What needs to be done – Pull out each line of the data that includes the word "Kaban".

Dataset entries:
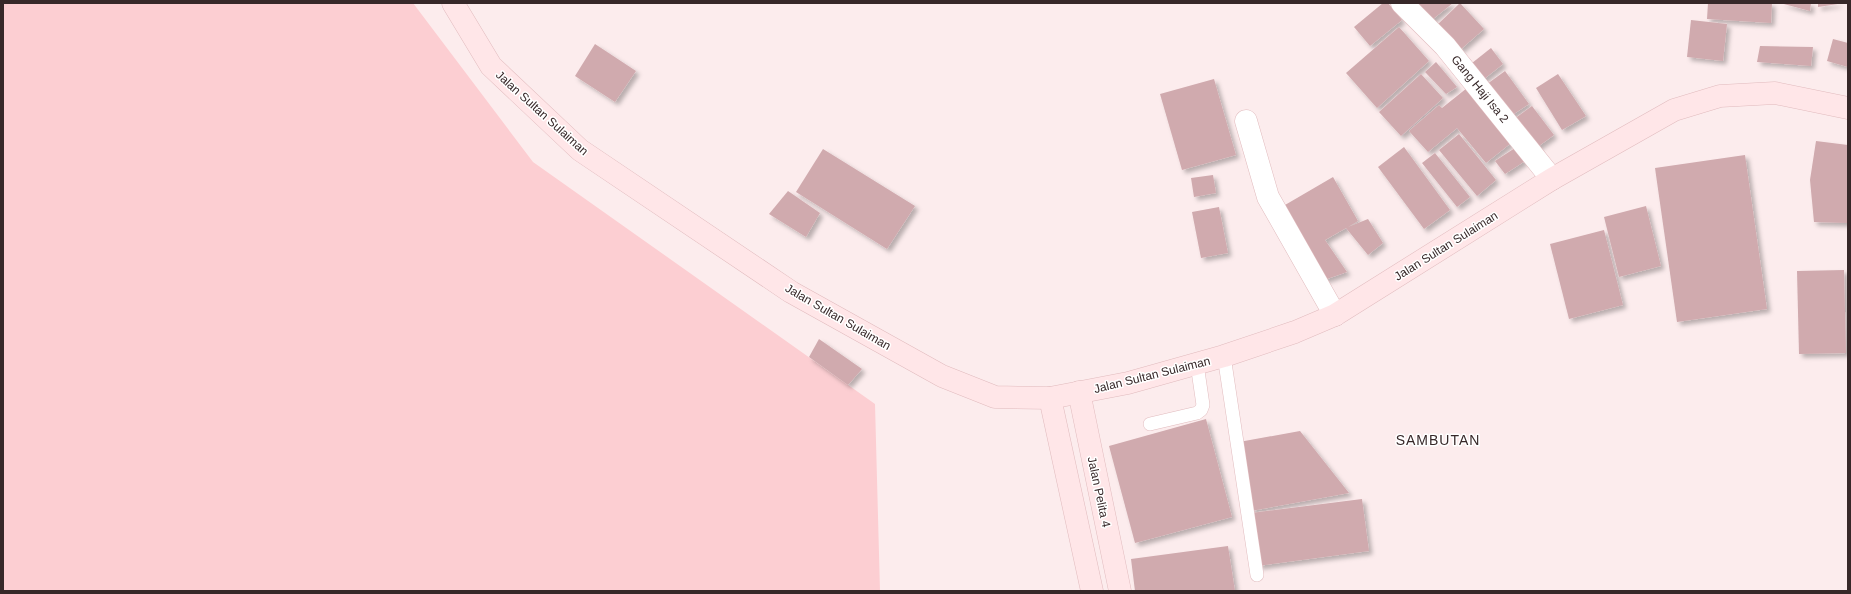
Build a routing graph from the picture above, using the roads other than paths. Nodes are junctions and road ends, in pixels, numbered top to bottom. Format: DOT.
graph roads {
  1 [pos="453,3"];
  2 [pos="1402,3"];
  3 [pos="1848,108"];
  4 [pos="1246,121"];
  5 [pos="1552,179"];
  6 [pos="1335,315"];
  7 [pos="1224,356"];
  8 [pos="1197,364"];
  9 [pos="1079,392"];
  10 [pos="1050,398"];
  11 [pos="1150,424"];
  12 [pos="1257,576"];
  13 [pos="1092,591"];
  14 [pos="1120,591"];
  1 -- 10 [label="main road, Jalan Sultan Sulaiman"];
  2 -- 5 [label="street, Gang Haji Isa 2"];
  3 -- 5 [label="main road, Jalan Sultan Sulaiman"];
  4 -- 6 [label="street"];
  5 -- 6 [label="main road, Jalan Sultan Sulaiman"];
  6 -- 7 [label="main road, Jalan Sultan Sulaiman"];
  7 -- 8 [label="main road, Jalan Sultan Sulaiman"];
  7 -- 12 [label="lane"];
  8 -- 9 [label="main road, Jalan Sultan Sulaiman"];
  8 -- 11 [label="lane"];
  9 -- 10 [label="main road, Jalan Sultan Sulaiman"];
  9 -- 14 [label="main road, Jalan Pelita 4"];
  10 -- 13 [label="main road"];
}
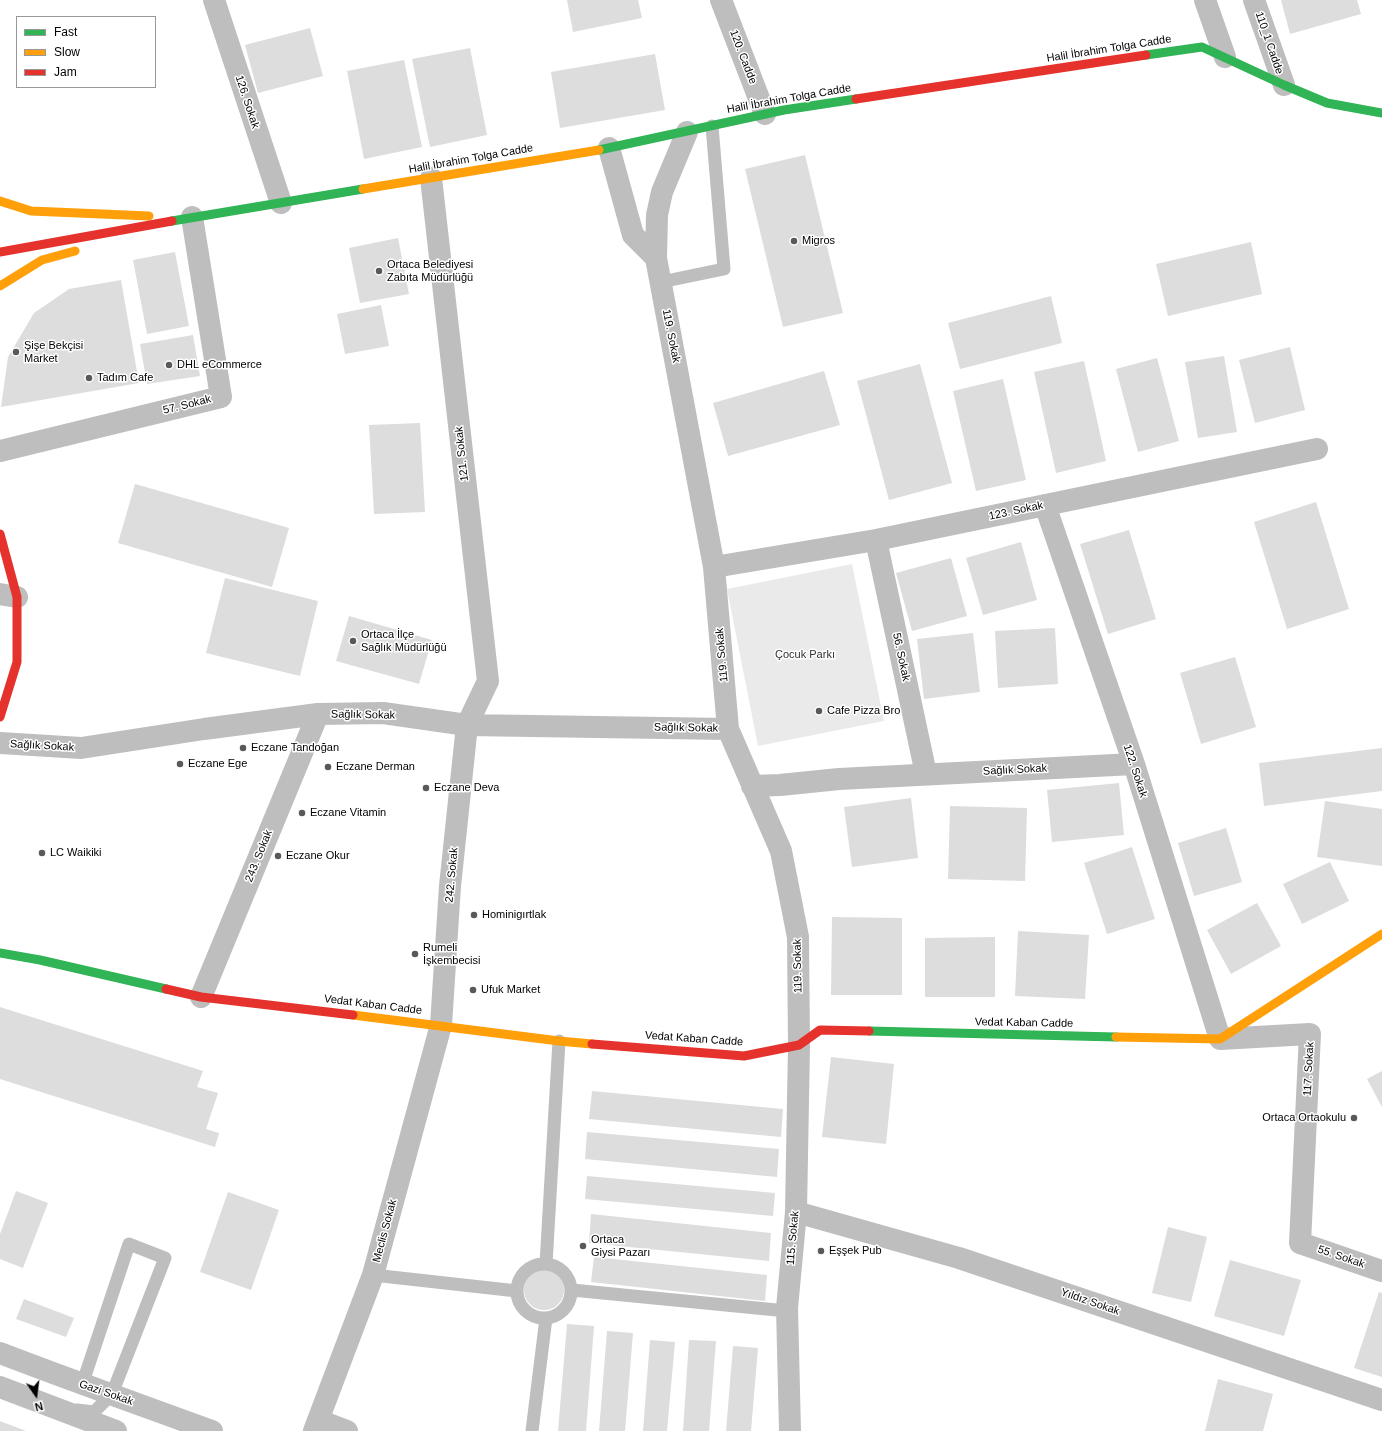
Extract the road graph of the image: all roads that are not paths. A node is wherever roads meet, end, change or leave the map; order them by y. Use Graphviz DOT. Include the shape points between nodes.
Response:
graph roads {
  1 [pos="214,0"];
  2 [pos="721,0"];
  3 [pos="1205,0"];
  4 [pos="1254,0"];
  5 [pos="1225,57"];
  6 [pos="1284,86"];
  7 [pos="1382,113"];
  8 [pos="765,114"];
  9 [pos="712,126"];
  10 [pos="687,132"];
  11 [pos="609,148"];
  12 [pos="431,178"];
  13 [pos="0,202"];
  14 [pos="281,203"];
  15 [pos="192,217"];
  16 [pos="102,243"];
  17 [pos="87,247"];
  18 [pos="0,252"];
  19 [pos="656,258"];
  20 [pos="661,282"];
  21 [pos="0,286"];
  22 [pos="1317,449"];
  23 [pos="0,451"];
  24 [pos="1045,505"];
  25 [pos="0,534"];
  26 [pos="876,540"];
  27 [pos="714,567"];
  28 [pos="9,596"];
  29 [pos="318,714"];
  30 [pos="0,717"];
  31 [pos="468,725"];
  32 [pos="728,729"];
  33 [pos="0,743"];
  34 [pos="1134,764"];
  35 [pos="926,774"];
  36 [pos="752,786"];
  37 [pos="1382,934"];
  38 [pos="0,952"];
  39 [pos="201,997"];
  40 [pos="441,1025"];
  41 [pos="1220,1039"];
  42 [pos="559,1041"];
  43 [pos="800,1045"];
  44 [pos="796,1212"];
  45 [pos="1300,1243"];
  46 [pos="546,1264"];
  47 [pos="1382,1271"];
  48 [pos="373,1275"];
  49 [pos="572,1290"];
  50 [pos="518,1291"];
  51 [pos="787,1311"];
  52 [pos="546,1318"];
  53 [pos="0,1353"];
  54 [pos="82,1385"];
  55 [pos="0,1388"];
  56 [pos="112,1394"];
  57 [pos="1382,1400"];
  58 [pos="52,1407"];
  59 [pos="316,1426"];
  60 [pos="116,1431"];
  61 [pos="212,1431"];
  62 [pos="346,1431"];
  63 [pos="532,1431"];
  64 [pos="790,1431"];
  1 -- 14 [label="street, 126. Sokak"];
  2 -- 8 [label="street, 120. Cadde"];
  3 -- 5 [label="street"];
  4 -- 6 [label="street, 110_1 Cadde"];
  5 -- 6 [label="street, Halil İbrahim Tolga Cadde"];
  5 -- 8 [label="street, Halil İbrahim Tolga Cadde" via="1202,47"];
  6 -- 7 [label="street, Halil İbrahim Tolga Cadde" via="1327,103"];
  8 -- 9 [label="street, Halil İbrahim Tolga Cadde"];
  9 -- 10 [label="street, Halil İbrahim Tolga Cadde"];
  9 -- 20 [label="lane" via="724,269"];
  10 -- 11 [label="street, Halil İbrahim Tolga Cadde"];
  10 -- 19 [label="street, 119. Sokak" via="662,192 657,215"];
  11 -- 12 [label="street, Halil İbrahim Tolga Cadde"];
  11 -- 19 [label="street" via="633,235"];
  12 -- 14 [label="street, Halil İbrahim Tolga Cadde"];
  12 -- 31 [label="street, 121. Sokak" via="488,681"];
  13 -- 15 [label="street" via="31,211"];
  14 -- 15 [label="street, Halil İbrahim Tolga Cadde"];
  15 -- 16 [label="street"];
  15 -- 18 [label="street"];
  15 -- 23 [label="street, 57. Sokak" via="221,397"];
  17 -- 21 [label="street" via="42,260"];
  19 -- 20 [label="street, 119. Sokak"];
  20 -- 27 [label="street, 119. Sokak"];
  22 -- 24 [label="street, 123. Sokak"];
  24 -- 26 [label="street, 123. Sokak"];
  24 -- 34 [label="street, 122. Sokak"];
  25 -- 28 [label="street"];
  26 -- 27 [label="street, 123. Sokak"];
  26 -- 35 [label="street, 56. Sokak"];
  27 -- 32 [label="street, 119. Sokak"];
  28 -- 30 [label="street" via="17,662"];
  29 -- 31 [label="street, Sağlık Sokak" via="383,713"];
  29 -- 33 [label="street, Sağlık Sokak" via="81,748"];
  29 -- 39 [label="street, 243. Sokak"];
  31 -- 32 [label="street, Sağlık Sokak"];
  31 -- 40 [label="street, 242. Sokak" via="450,886"];
  32 -- 36 [label="street, 119. Sokak"];
  34 -- 35 [label="street, Sağlık Sokak"];
  34 -- 41 [label="street, 122. Sokak"];
  35 -- 36 [label="street, Sağlık Sokak"];
  36 -- 43 [label="street, 119. Sokak" via="781,851 798,937"];
  37 -- 41 [label="street"];
  38 -- 39 [label="street, Vedat Kaban Cadde"];
  39 -- 40 [label="street, Vedat Kaban Cadde"];
  40 -- 42 [label="street, Vedat Kaban Cadde"];
  40 -- 48 [label="street, Meclis Sokak"];
  41 -- 43 [label="street, Vedat Kaban Cadde" via="820,1030"];
  41 -- 45 [label="street, 117. Sokak" via="1310,1034"];
  42 -- 43 [label="street, Vedat Kaban Cadde" via="744,1056"];
  42 -- 46 [label="lane"];
  43 -- 44 [label="street, 115. Sokak"];
  44 -- 51 [label="street, 115. Sokak"];
  44 -- 57 [label="street, Yıldız Sokak" via="959,1258"];
  45 -- 47 [label="street, 55. Sokak"];
  46 -- 49 [label="lane" via="561,1270 570,1282"];
  46 -- 50 [label="lane" via="530,1268 523,1274"];
  48 -- 50 [label="lane"];
  48 -- 59 [label="street, Meclis Sokak"];
  49 -- 51 [label="lane"];
  49 -- 52 [label="lane" via="567,1306 554,1316"];
  50 -- 52 [label="lane" via="518,1300 526,1310 537,1317"];
  51 -- 64 [label="street, 115. Sokak"];
  52 -- 63 [label="lane"];
  53 -- 54 [label="street, Gazi Sokak"];
  54 -- 56 [label="street, Gazi Sokak"];
  54 -- 56 [label="lane" via="129,1244 165,1258"];
  55 -- 58 [label="street"];
  56 -- 58 [label="lane" via="94,1412"];
  56 -- 61 [label="street, Gazi Sokak"];
  58 -- 60 [label="street"];
  59 -- 62 [label="street"];
}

Solution for this problem –
  38 -- 39 [label="street, Vedat Kaban Cadde"];
  39 -- 40 [label="street, Vedat Kaban Cadde"];
  40 -- 42 [label="street, Vedat Kaban Cadde"];
  41 -- 43 [label="street, Vedat Kaban Cadde" via="820,1030"];
  42 -- 43 [label="street, Vedat Kaban Cadde" via="744,1056"];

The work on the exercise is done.